“What do you want for it?”
“Give me fifty kopeks for it.”
“No, brother; take these few pence—that will be enough for you; you will get a pint and can drink it out on your way home and go to sleep.”
So the drunkard took the pence and gave the old man the hen.
Then the old man returned home. But they were very hungry there; there was not a crust of bread. “Here,” he said, as he came in, to his wife, “here is a hen I have bought you.”
But his wife turned on him fiercely and scolded him. “What an old fool you are! You must have gone utterly mad: our children are sitting down at home without any bread, and you buy a hen which you must feed!”
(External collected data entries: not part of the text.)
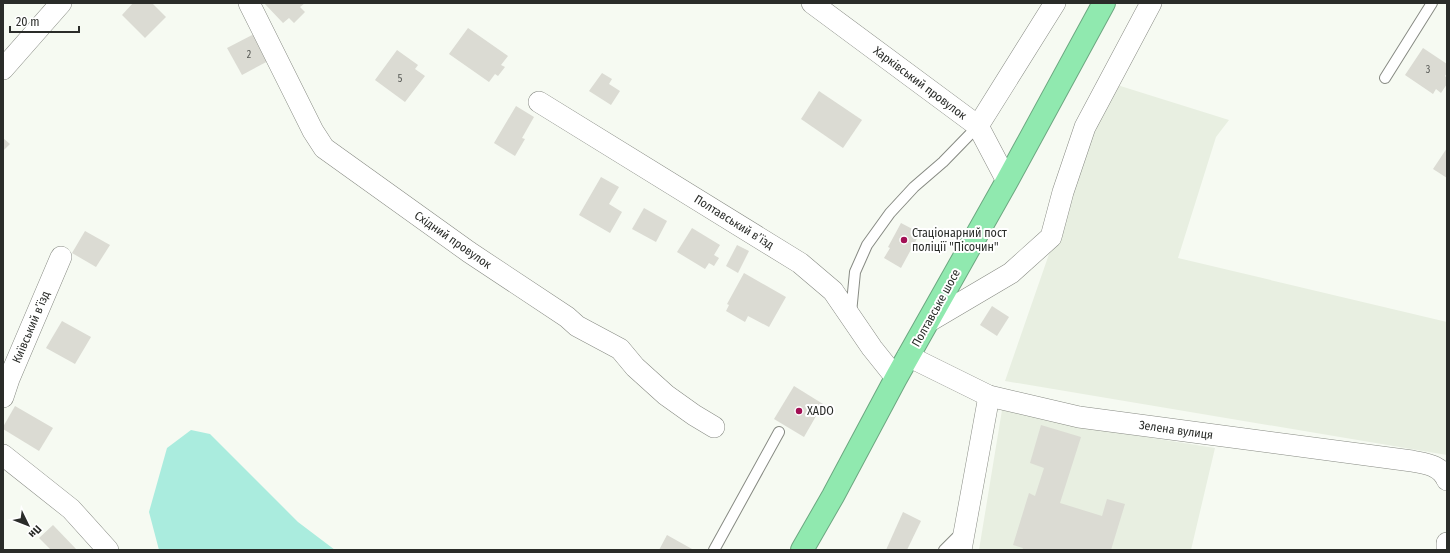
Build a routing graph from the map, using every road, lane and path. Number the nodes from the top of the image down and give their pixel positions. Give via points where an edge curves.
1 (61, 3) edge
2 (249, 3) edge
3 (812, 3) edge
4 (1055, 3) edge
5 (1104, 3) edge
6 (1151, 3) edge
7 (1432, 3) edge
8 (3, 69) edge
9 (1385, 78) dead end
10 (539, 102) dead end
11 (978, 126) junction
12 (1007, 181) junction
13 (61, 257) dead end
14 (850, 316) junction
15 (928, 322) junction
16 (908, 356) junction
17 (896, 378) junction
18 (989, 396) junction
19 (3, 397) edge
20 (714, 427) dead end
21 (779, 432) dead end
22 (3, 455) edge
23 (1447, 480) edge
24 (964, 530) junction
25 (1447, 543) edge
26 (108, 550) edge
27 (714, 550) edge
28 (802, 550) edge
29 (944, 550) edge
30 (961, 550) edge
31 (1447, 550) edge

1 - 8 street
2 - 20 street, Східний провулок via 324,148 577,326 620,349 666,395
3 - 11 street, Харківський провулок
4 - 11 street
5 - 12 highway, Полтавське шосе
6 - 15 street via 1085,127 1051,237 1011,273
7 - 9 lane
10 - 14 street, Полтавський в’їзд via 800,263 833,291
11 - 12 street, Харківський провулок
11 - 14 lane via 914,187 890,213 867,245 855,272
12 - 15 highway, Полтавське шосе
13 - 19 street, Київський в’їзд
14 - 17 street, Полтавський в’їзд
15 - 16 highway, Полтавське шосе
16 - 17 highway, Полтавське шосе
16 - 18 street, Зелена вулиця
17 - 28 highway, Полтавське шосе
18 - 23 street, Зелена вулиця via 1079,417 1412,461 1438,468
18 - 24 street
21 - 27 lane
22 - 26 street via 71,509
24 - 29 lane
24 - 30 street
25 - 31 street

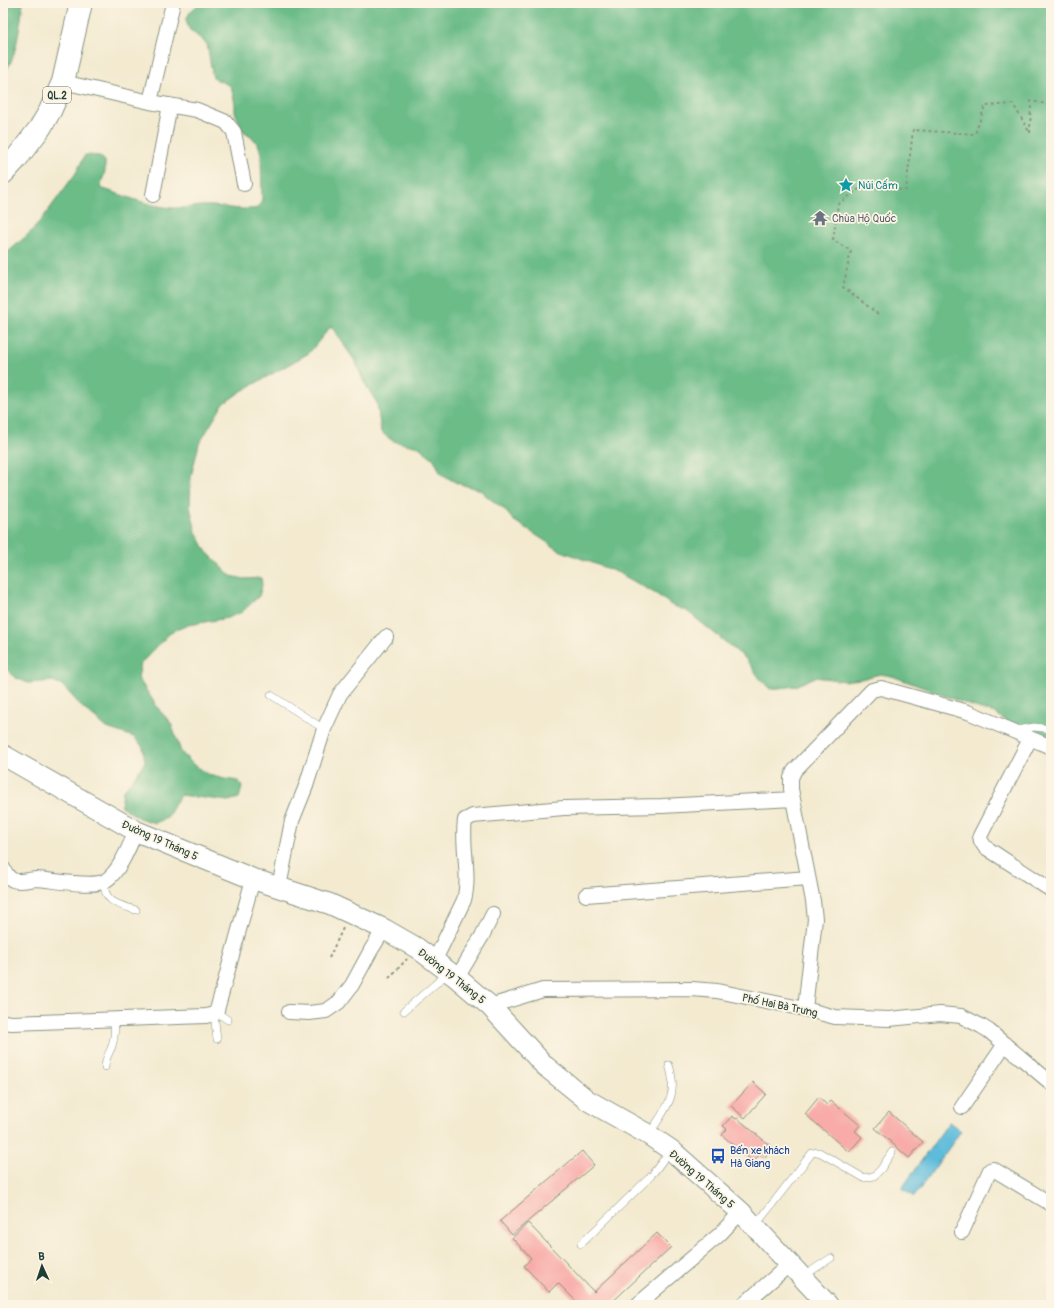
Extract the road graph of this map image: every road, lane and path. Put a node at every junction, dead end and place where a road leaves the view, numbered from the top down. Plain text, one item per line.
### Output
1 (81, 3) edge
2 (173, 3) edge
3 (64, 82) junction
4 (150, 102) junction
5 (170, 105) junction
6 (1051, 105) edge
7 (3, 173) edge
8 (244, 184) dead end
9 (153, 195) dead end
10 (878, 314) dead end
11 (386, 637) dead end
12 (271, 695) dead end
13 (324, 729) junction
14 (1051, 729) edge
15 (1010, 730) junction
16 (1030, 739) junction
17 (1051, 747) edge
18 (3, 754) edge
19 (793, 799) junction
20 (136, 831) junction
21 (3, 868) edge
22 (808, 878) junction
23 (253, 879) junction
24 (104, 882) junction
25 (279, 887) junction
26 (1051, 890) edge
27 (586, 895) dead end
28 (136, 910) dead end
29 (350, 913) junction
30 (493, 914) dead end
31 (384, 930) junction
32 (417, 948) junction
33 (329, 958) dead end
34 (446, 971) junction
35 (389, 978) dead end
36 (490, 1006) junction
37 (805, 1009) junction
38 (404, 1011) dead end
39 (216, 1012) junction
40 (289, 1012) dead end
41 (114, 1019) junction
42 (228, 1020) dead end
43 (3, 1022) edge
44 (217, 1039) dead end
45 (1004, 1044) junction
46 (670, 1065) dead end
47 (105, 1067) dead end
48 (1051, 1083) edge
49 (962, 1107) dead end
50 (649, 1135) junction
51 (671, 1150) junction
52 (892, 1152) dead end
53 (1051, 1204) edge
54 (748, 1219) junction
55 (962, 1232) dead end
56 (581, 1244) dead end
57 (831, 1258) dead end
58 (796, 1270) junction
59 (637, 1305) edge
60 (743, 1305) edge
61 (828, 1305) edge

1 - 3 main road, QL.2
2 - 4 street
3 - 4 street
3 - 7 main road, QL.2
4 - 5 street
5 - 8 street
5 - 9 street
6 - 10 path
11 - 13 street
12 - 13 lane
13 - 25 street
14 - 15 lane
15 - 16 street
15 - 19 street
16 - 17 street
16 - 26 street
18 - 20 street, Đường 19 Tháng 5
19 - 22 street
19 - 34 street
20 - 23 street, Đường 19 Tháng 5
20 - 24 street
21 - 24 street
22 - 27 street
22 - 37 street
23 - 25 street, Đường 19 Tháng 5
23 - 39 street
24 - 28 lane
25 - 29 street, Đường 19 Tháng 5
29 - 31 street, Đường 19 Tháng 5
29 - 33 path
30 - 34 street
31 - 32 street, Đường 19 Tháng 5
31 - 40 street
32 - 34 street, Đường 19 Tháng 5
32 - 35 path
34 - 36 street, Đường 19 Tháng 5
34 - 38 lane
36 - 37 street, Phố Hai Bà Trưng
36 - 50 street, Đường 19 Tháng 5
37 - 45 street, Phố Hai Bà Trưng
39 - 41 street
39 - 42 lane
39 - 44 lane
41 - 43 street
41 - 47 lane
45 - 48 street, Phố Hai Bà Trưng
45 - 49 street
46 - 50 lane
50 - 51 street, Đường 19 Tháng 5
51 - 54 street, Đường 19 Tháng 5
51 - 56 lane
52 - 54 lane
53 - 55 street
54 - 58 street, Đường 19 Tháng 5
54 - 59 street
57 - 58 lane
58 - 60 street
58 - 61 street, Đường 19 Tháng 5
“Hold your tongue, foolish woman; does a hen eat so much? Why, she will lay us an egg and will bring us chicks; we can sell the chicks and then buy bread.”
So the old man made a little nest and he put the hen under the stove. In the morning he looked, and the hen had laid a jewel of absolutely natural colours. So the old man said to his wife, “Now, old lady; amongst other folks the hens lay eggs, but our hen lays jewels: what shall we do?”
“Take it into the city; possibly somebody may buy it.”
So the old man went into the city, went into all the inns by turns and showed his precious stone. All the merchants gathered round him and began valuing the stone. They valued it and valued it, and it was at last bought for five hundred roubles.